Obtaining the Möbius strip as a quotient of $S^1\times[-1,1]$

I am trying to obtain the Möbius strip as a quotient of $S^1\times[-1,1]$, where $S^1$ is, of course, the circle. My definition of Möbius strip is the quotient of the square $[0,1]\times[0,1]$ by the equivalence relation $(x,0)\sim(1-x,1)$.

I am searching for an identification $f$ between $S^1\times[-1,1]$ and $[0,1]\times[0,1]$ and then I want to prove that $\sim_{p'\circ f}=\sim_p$ with $p(t)=[t]$ by the antipodal relation and $p'(t)=[t]$ by the Möbius strip's relation.

My problem is I can't find $f$.

Could I do it the other way, that is, find an identification between $[0,1]\times[0,1]$ and $S^1\times[-1,1]$?


We can construct the quotient directly by identifying $$(z,-1)\sim \left(\frac{1}{z},1\right)$$ We can see that this works correctly by noting that if we map $[0,1]\times [0,1]\to \mathbb{S}^1\times [-1,1]$ via the function $$(x,y)\mapsto (e^{2\pi i (x-\frac{1}{2})},2(y-\frac{1}{2}))$$ then the identification $(x,0)\sim (1-x,1)$ is translated to $$(e^{2\pi i (x-\frac{1}{2})},-1)\sim (e^{2\pi i (\frac{1}{2}-x)},1)$$ and this coincides with the definition $(z,-1)\sim \left(\frac{1}{z},1\right)$.

EDIT: Note that there is no way to obtain a Mobius strip from $\mathbb{S}^1\times [-1,1]$ by identifying opposite edges. The space constructed here is homeomorphic to the Klein bottle.

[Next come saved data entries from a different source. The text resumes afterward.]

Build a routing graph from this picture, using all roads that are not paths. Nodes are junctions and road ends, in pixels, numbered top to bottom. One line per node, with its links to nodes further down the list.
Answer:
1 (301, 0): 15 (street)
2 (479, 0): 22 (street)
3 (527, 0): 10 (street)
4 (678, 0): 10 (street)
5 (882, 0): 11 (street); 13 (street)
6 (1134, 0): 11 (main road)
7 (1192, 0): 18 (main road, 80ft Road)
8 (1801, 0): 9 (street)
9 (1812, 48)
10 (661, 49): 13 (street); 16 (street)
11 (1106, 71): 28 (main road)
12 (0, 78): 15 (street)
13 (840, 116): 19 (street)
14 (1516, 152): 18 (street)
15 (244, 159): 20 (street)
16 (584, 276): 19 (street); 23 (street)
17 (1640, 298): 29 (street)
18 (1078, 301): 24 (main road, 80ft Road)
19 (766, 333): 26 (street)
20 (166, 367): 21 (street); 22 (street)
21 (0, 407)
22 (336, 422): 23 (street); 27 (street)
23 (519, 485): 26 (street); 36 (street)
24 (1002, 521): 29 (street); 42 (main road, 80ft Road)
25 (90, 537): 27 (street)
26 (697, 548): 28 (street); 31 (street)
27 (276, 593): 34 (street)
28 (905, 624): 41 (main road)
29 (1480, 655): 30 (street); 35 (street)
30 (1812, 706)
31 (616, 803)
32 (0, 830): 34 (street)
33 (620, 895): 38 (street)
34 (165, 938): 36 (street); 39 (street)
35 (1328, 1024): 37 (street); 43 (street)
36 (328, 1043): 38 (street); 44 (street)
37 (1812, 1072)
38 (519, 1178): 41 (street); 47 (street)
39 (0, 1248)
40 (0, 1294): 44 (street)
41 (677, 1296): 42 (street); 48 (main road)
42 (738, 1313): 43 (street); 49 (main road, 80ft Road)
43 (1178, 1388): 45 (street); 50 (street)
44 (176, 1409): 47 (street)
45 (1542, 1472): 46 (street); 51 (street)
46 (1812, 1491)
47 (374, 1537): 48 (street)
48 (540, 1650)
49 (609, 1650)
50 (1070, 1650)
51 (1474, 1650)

We obtain the Mobius strip by identifying $(z,x)\sim (-z,-x)$. To see this, map $[-1,1]\times [-1,1]\to \mathbb{S}^1\times [-1,1]$ by sending $(x,y)\mapsto (e^{\pi i x},y)$. When we identify $(z,x)\sim (-z,-x)$, we are identifying $(e^{\pi i x},y)\sim (e^{\pi i (x+1)},-y)$. Thus if $x<0$ we have $(x,y)\sim (x+1,-y)$. Map the quotient space to the Mobius strip, considered as the quotient of $[0,1]\times [0,1]$ by identifying $(0,y)\sim (1,1-y)$, by sending $[(x,y)]\mapsto [(x+1,\frac{1}{2}(1+y))]$ for $x\leq 0$. Verify that this is a homeomorphism between the quotient space and the Mobius strip.